Dismissing disabled staff: the impact of the Equality Act

Judging by a run of recent cases in the Employment Appeal Tribunal, disability discrimination could prove to be the major exception to the Equality Act.

Due to the increased protection the Equality Act confers on disabled people when compared to previous legislation, employers now need to be aware that it could be in play in conduct as well as capability dismissals.

Legal background

The Equality Act 2010 made one significant change in the scope of protection for disabled workers when compared with the protection previously available under the Disability Discrimination Act. Section 15 introduced a new species of discrimination, known as “discrimination arising from disability”. This replaced disability-related discrimination, which had been restrictively interpreted following a House of Lords decision in 2008.

Section 15 has now been invoked not only in capability-based decisions, but also in a number of dismissals for misconduct. It forbids unfavourable treatment “because of something arising in consequence of [the claimant’s] disability”. This is subject to a justification defence, if the employer can show that the treatment is “a proportionate means of achieving a legitimate aim”. That requires a balancing exercise between the employer’s business needs and the impact of the dismissal on the claimant.

Section 15 is closely connected with the duty to make reasonable adjustments – which has survived largely unchanged in the Equality Act. However there have been suggestions that most dismissal decisions are better analysed as a potential breach of section 15, while the focus of the duty to make adjustments is primarily directed at steps that can help disabled employees hold on to their job.
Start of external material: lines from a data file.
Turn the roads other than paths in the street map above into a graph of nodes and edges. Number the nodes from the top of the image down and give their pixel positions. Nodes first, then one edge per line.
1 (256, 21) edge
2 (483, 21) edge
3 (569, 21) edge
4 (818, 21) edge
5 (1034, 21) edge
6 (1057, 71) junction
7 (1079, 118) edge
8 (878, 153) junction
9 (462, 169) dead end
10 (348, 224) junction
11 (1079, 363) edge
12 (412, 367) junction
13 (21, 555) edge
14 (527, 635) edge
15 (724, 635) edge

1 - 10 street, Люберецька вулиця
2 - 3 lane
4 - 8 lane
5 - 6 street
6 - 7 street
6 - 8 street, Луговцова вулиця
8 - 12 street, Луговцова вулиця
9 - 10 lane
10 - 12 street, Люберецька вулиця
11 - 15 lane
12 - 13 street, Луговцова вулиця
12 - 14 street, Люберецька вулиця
Even criminal misconduct can arise from disability

There have already been two decisions this year in which a disabled employee has been dismissed because of serious – indeed criminal - misconduct, but where the Employment Appeal Tribunal has said that the employer’s duties under section 15 have been engaged:

  • An employee with Asperger’s syndrome who had hidden a secret camera in a communal workplace shower and downloaded the images to his own computer. This led to a conviction for outraging public decency, although the judge in sentencing pointed out that his behaviour was due his condition and he was not “at fault” for the offence.
  • An employee with a paranoid schizophrenic illness who had sexually assaulted work colleagues during an acute episode which led to him being detained under the Mental Health Act. He subsequently pleaded guilty to all charges and was subject to a three year mental health treatment requirement.

In both these cases the EAT confirmed that the employment tribunal had been entitled to conclude that the conduct for which the employee had been disciplined was something “arising in consequence” of his disability but was not satisfied that the employment tribunal had addressed the employer’s justification defence in sufficient detail. It was therefore unable to say whether or not it should succeed, and it was necessary to remit the case to a new tribunal.

There is no obligation on an employer explicitly to address its duties under section 15 when reaching a decision to dismiss, as long as it can justify the decision it reached if challenged. However failure to identify that section 15 is in play can cause difficulties with the way the employer’s case is presented to the tribunal, even if there are good reasons for believing that the employer had little alternative but to dismiss.

Even in the most serious cases of misconduct, it is therefore important to consider whether the behaviour in question could be “something arising in consequence of” a disability. If it is, employers will to need to consider what their aim is in disciplining the employee and whether dismissal is both an appropriate and necessary step to achieve that aim.

Similar approach could apply to capability dismissals

Historically, tribunals have tended to focus on the duty to make adjustments when dealing with disputes arising from the dismissal of disabled employees for poor attendance. That was partly because from 2008 until the passing of the Equality Act disabled employees had no other way of challenging these decisions as potentially discriminatory.

However, the duty to make adjustments in this context has been interpreted increasingly restrictively, with some employers successfully arguing the duty was not even engaged where the employer’s capability procedure already made some additional allowance for disability-related absences. The EAT has now suggested that it is more natural to analyse these decisions by reference to the new section 15 duty. That is likely to involve a shift in emphasis from looking at the reasonableness of the steps the employer has taken to help the employee keep his job to assessing whether it is really necessary to dismiss.


In both conduct and capability dismissals disabled employees with sufficient service will of course also enjoy the protection of the unfair dismissal legislation. Similar issues arise under both jurisdictions, but it is important to appreciate that an employer’s duties under section 15 are considerably more onerous. The cases show that while in many cases the end result will be the same, these provisions impose considerably more exacting requirements on the employer than the duty to uphold the standards of a reasonable employer, which is all the unfair dismissal legislation requires.